Sobreveio sentença que julgou improcedente a ação, condenando a parte Autora ao pagamento das custas processuais e honorários advocatícios ao procurador da parte Requerida, que restaram fixados em 10% sobre o valor atualizado da causa.

A parte autora apelou. Em suas razões recursais reiterou os termos da exordial, asseverando, em síntese, que não houve enfrentamento dos argumentos trazidos pelo Banrisul para refutar a negativa ilegal de cobertura securitária por parte da Seguradora, impedindo que o Apelante verificasse se as suas razões foram levadas em consideração pelo juízo de origem, em observância ao princípio do contraditório. Mencionou que acostou aos autos diversas provas documentais capazes de demonstrar a procedência dos pedidos autorais. Discorreu sobre o princípio da boa-fé. Colacionou jurisprudência. Ao final requereu o provimento do recurso para fins de: a. anular a Sentença, considerando (i) o cerceamento do direito de defesa do Banrisul (CPC, art. 369); e (ii) a violação ao dever de fundamentação das decisões judiciais (CPC, art. 489, § 1º, II, III e IV); b. ou, em eventualidade, reformar a Sentença e julgar procedentes os pedidos autorais formulados na petição inicial. evento 40, APELAÇÃO1

Foram apresentadas contrarrazões evento 44, CONTRAZAP1

Os autos vieram-me conclusos em 30/09/2022.

É o relatório.

VOTO

Eminentes Colegas. Trata-se, consoante sumário relatório, de ação de cobrança de indenização de Seguro de Responsabilidade Civil de Diretores e Administradores de Pessoa Jurídica para cobrir eventuais danos experimentados por seus executivos em razão de reclamações relacionadas a atos de gestão denominado D&O, julgada improcedente na origem, por suposta infringência da norma contratual quanto alegada irregularidade ocorrida na instituição bancária.

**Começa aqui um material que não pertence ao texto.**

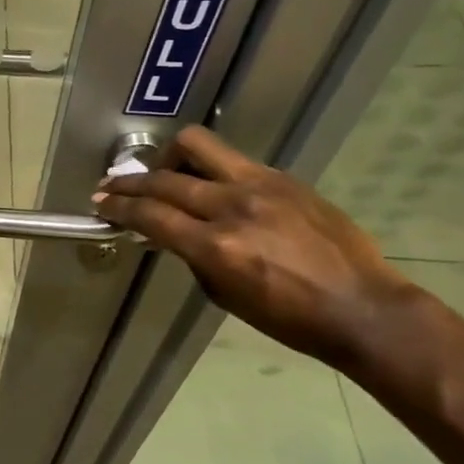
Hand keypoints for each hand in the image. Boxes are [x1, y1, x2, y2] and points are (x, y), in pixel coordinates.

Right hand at [92, 126, 420, 368]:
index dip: (118, 207)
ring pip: (196, 146)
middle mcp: (233, 207)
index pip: (150, 214)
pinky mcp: (283, 178)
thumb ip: (192, 256)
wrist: (363, 307)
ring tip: (160, 173)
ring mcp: (261, 186)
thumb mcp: (225, 295)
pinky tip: (207, 185)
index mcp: (216, 247)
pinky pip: (231, 161)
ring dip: (167, 158)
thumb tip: (169, 232)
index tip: (100, 204)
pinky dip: (207, 169)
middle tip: (111, 187)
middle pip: (164, 179)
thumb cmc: (289, 318)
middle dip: (129, 183)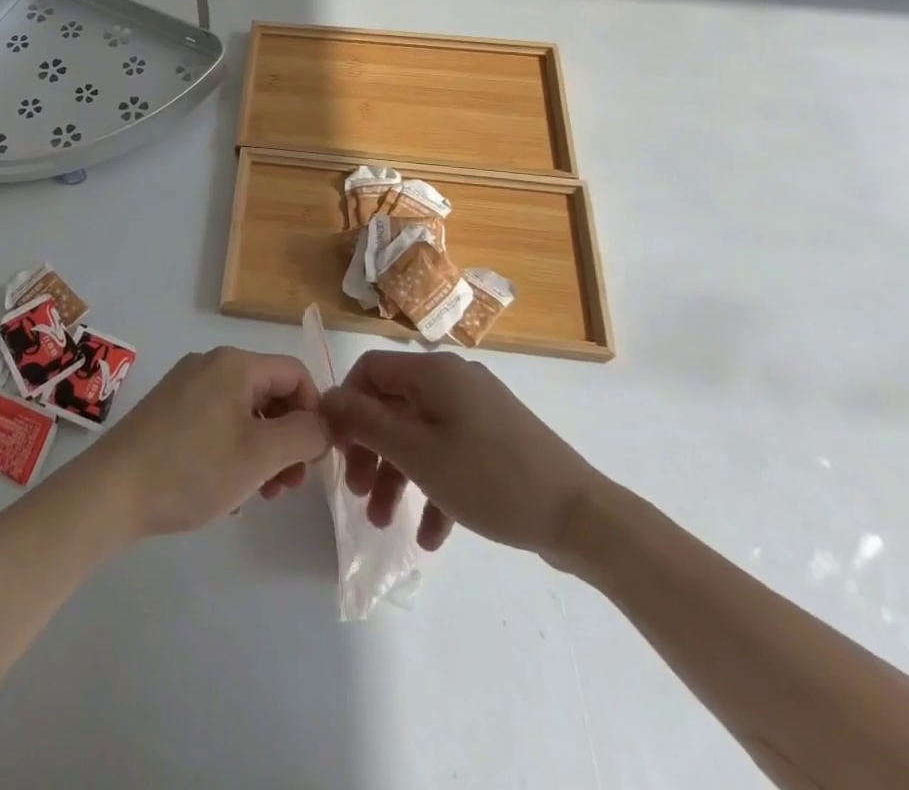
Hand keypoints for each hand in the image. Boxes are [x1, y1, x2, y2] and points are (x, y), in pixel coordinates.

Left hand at [79, 346, 331, 541]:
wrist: (112, 490)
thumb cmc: (192, 468)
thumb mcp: (260, 455)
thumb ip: (304, 435)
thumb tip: (325, 424)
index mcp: (235, 364)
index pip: (295, 374)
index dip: (315, 412)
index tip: (314, 459)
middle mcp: (211, 364)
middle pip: (269, 394)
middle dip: (288, 438)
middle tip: (288, 486)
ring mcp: (186, 386)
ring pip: (244, 412)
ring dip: (262, 450)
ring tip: (259, 494)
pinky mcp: (168, 410)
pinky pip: (217, 422)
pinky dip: (233, 451)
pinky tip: (227, 491)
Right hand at [319, 351, 601, 562]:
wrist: (581, 517)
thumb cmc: (490, 478)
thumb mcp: (418, 454)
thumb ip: (367, 423)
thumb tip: (327, 397)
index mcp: (434, 372)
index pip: (371, 370)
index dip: (347, 405)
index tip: (337, 449)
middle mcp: (453, 381)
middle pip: (393, 406)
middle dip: (371, 451)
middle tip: (357, 493)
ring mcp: (478, 411)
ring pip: (420, 435)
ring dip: (398, 477)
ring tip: (385, 524)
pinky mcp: (496, 441)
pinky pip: (451, 455)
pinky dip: (435, 488)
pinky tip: (432, 538)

Preenchidos os pressupostos de admissibilidade, conheço do recurso.

1) Preliminar- Do Cerceamento de Defesa -

Em suas razões recursais, a apelante defendeu, que as partes foram intimadas a especificar as provas que pretendiam produzir sem que as questões de fato e direito relevantes para a resolução do mérito fossem delimitadas pelo Juízo a quo, como impõe o CPC, art. 357, II e IV. Defendeu o recorrente que a definição das matérias de fato e de direito relevantes para o julgamento do mérito – e sobre as quais deveriam recair a atividade probatória – é medida essencial à boa organização do processo e preserva os princípios do contraditório e ampla defesa. Sustentou, ainda, que no caso dos autos, no entanto, a ausência de fixação dos pontos controvertidos da demanda revelou-se ainda mais grave porque (i) o Juízo a quo não oportunizou ao Banrisul seu direito expressamente previsto no CPC, art. 369, CPC, defendendo a ocorrência do cerceamento de defesa.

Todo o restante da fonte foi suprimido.